Project 2 - Assignment & Deliverables

ENV 761 - Landscape GIS   |   Spring 2024   |   Instructors: Peter Cada & John Fay  |   
Due 16-Feb
After several conversations, WWF feels the products listed below will be hugely beneficial for their workshop. Please submit the following no later than 16-Feb. Submit them as hardcopy and also digitally on Canvas. ALSO, submit your ArcGIS Pro toolbox to Canvas. (We’ll use this to give you partial credit…)

  1. First, present the stream dataset you created from the 90m DEM along with a brief memo explaining any relevant decisions you made in creating the dataset.

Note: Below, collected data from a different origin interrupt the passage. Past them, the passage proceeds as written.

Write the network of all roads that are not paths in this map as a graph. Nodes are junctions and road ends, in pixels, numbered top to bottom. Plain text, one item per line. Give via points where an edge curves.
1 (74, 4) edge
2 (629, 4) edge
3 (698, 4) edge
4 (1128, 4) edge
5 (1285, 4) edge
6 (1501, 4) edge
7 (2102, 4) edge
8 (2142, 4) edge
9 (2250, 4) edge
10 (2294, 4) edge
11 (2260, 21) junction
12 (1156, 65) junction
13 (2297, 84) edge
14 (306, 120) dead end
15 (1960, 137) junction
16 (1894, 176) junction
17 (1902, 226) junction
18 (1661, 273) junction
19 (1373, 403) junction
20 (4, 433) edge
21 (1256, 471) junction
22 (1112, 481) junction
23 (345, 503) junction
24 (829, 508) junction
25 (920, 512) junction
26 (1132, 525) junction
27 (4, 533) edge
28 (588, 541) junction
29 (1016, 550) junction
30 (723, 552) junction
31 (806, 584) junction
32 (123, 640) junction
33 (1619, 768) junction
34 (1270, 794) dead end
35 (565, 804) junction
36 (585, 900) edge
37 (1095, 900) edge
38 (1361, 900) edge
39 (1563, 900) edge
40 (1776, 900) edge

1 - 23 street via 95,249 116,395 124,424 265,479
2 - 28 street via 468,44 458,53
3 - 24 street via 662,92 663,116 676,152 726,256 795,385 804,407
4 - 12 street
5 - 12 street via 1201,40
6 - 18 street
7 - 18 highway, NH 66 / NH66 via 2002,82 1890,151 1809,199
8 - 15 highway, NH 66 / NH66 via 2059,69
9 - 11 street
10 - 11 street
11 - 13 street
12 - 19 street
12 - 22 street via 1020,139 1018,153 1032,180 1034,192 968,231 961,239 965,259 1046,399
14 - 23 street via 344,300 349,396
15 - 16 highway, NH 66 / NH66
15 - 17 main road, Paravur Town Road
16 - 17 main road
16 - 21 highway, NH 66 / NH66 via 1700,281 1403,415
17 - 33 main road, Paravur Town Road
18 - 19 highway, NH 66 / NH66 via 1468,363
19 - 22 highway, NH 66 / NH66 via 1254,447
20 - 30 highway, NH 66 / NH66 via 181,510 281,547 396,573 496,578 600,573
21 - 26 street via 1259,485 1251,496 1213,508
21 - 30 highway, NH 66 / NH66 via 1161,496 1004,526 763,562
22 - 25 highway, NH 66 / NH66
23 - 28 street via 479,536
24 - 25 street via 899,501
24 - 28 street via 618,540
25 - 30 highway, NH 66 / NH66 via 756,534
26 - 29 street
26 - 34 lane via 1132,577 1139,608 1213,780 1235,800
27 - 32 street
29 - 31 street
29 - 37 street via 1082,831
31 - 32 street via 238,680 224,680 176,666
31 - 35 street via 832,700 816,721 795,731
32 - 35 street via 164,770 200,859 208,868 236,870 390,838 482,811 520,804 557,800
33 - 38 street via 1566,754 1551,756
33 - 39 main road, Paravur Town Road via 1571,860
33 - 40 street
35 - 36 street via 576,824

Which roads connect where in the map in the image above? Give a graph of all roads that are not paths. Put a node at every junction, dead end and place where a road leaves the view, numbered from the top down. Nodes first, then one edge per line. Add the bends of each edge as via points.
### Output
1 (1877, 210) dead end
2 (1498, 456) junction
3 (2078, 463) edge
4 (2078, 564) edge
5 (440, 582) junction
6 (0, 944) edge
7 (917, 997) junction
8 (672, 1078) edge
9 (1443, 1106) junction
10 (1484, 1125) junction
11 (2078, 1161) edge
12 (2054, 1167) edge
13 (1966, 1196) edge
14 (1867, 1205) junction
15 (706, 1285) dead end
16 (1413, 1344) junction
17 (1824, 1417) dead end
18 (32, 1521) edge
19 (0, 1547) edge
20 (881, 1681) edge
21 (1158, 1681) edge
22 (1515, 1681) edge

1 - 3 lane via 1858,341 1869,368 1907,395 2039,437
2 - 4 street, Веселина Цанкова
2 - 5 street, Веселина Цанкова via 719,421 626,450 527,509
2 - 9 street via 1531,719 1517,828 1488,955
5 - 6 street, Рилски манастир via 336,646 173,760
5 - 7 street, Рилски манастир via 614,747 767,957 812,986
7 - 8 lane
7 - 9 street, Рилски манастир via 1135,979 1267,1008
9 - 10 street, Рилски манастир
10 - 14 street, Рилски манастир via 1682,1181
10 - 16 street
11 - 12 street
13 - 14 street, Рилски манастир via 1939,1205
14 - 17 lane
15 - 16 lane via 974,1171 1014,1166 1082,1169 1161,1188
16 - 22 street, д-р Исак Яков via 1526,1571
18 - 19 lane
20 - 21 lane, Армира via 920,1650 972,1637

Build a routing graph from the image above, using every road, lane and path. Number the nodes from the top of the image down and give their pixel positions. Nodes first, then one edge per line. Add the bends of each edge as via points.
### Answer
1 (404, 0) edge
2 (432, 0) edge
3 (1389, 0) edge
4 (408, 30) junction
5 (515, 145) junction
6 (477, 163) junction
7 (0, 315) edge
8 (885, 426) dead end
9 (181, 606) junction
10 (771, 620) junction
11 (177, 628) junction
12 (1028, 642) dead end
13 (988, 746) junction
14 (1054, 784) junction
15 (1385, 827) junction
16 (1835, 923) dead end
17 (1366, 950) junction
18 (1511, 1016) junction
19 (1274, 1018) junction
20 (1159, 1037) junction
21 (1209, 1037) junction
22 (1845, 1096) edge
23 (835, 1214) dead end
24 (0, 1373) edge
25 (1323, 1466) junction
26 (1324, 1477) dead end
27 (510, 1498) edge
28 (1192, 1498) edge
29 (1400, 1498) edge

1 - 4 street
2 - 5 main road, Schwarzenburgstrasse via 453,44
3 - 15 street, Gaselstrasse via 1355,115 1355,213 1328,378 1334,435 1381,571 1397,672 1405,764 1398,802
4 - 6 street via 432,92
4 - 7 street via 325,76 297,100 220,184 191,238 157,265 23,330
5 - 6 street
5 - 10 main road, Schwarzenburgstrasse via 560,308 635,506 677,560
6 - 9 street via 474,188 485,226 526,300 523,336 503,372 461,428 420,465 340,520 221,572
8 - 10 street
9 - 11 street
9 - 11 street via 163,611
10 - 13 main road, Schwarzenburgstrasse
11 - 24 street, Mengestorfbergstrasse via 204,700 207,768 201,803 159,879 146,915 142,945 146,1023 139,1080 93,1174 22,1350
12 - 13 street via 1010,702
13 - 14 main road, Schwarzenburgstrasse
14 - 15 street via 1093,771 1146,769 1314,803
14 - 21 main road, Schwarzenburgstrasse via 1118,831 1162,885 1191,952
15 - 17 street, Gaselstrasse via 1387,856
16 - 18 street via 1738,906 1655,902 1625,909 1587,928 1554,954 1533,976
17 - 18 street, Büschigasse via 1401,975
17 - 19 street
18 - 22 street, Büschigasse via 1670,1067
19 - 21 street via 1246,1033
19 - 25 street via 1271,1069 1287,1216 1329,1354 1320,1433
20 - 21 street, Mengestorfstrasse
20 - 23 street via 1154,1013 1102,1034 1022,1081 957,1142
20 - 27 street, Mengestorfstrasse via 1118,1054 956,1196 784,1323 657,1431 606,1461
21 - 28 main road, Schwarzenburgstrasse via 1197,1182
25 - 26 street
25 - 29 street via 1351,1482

    • Include a map set to the extent of the 5 watersheds showing the watershed boundaries and your stream layer. Show larger order streams with thicker lines.
    • Also include a small inset map zoomed in to an area showing your generated stream along with the INEGI stream layer. (And yes, I realize this isn’t the perfect layer to show as a background “truth” layer, but it’ll due here…)
    • Discuss in your memo how your DEM derived stream layer compares to INEGI’s in terms of accuracy and level of detail. Include how you might be able to increase or decrease the number of streams appearing in your derived dataset.

  2. Next, WWF-Mexico wants to know the tradeoffs between using the 90m DEM vs. the 15m DEM. Specifically, they want you to calculate summary statistics (mean and standard deviation) of slope (degrees) for each of the 5 watersheds. Submit the following for the slope data derived from both the 90m and 15m DEM.

    :point_right: NOTE:

    • Convert the watersheds created in Part II - Task 4.2 to polygons (simplifying the shape & creating multipart features) to use as zones for computing summary statistics.
    • Ensure that you are using the geodesic method in computing slope and you are computing values in degrees.
    • Be sure to round values appropriately; the nearest 10th of a degree is fine.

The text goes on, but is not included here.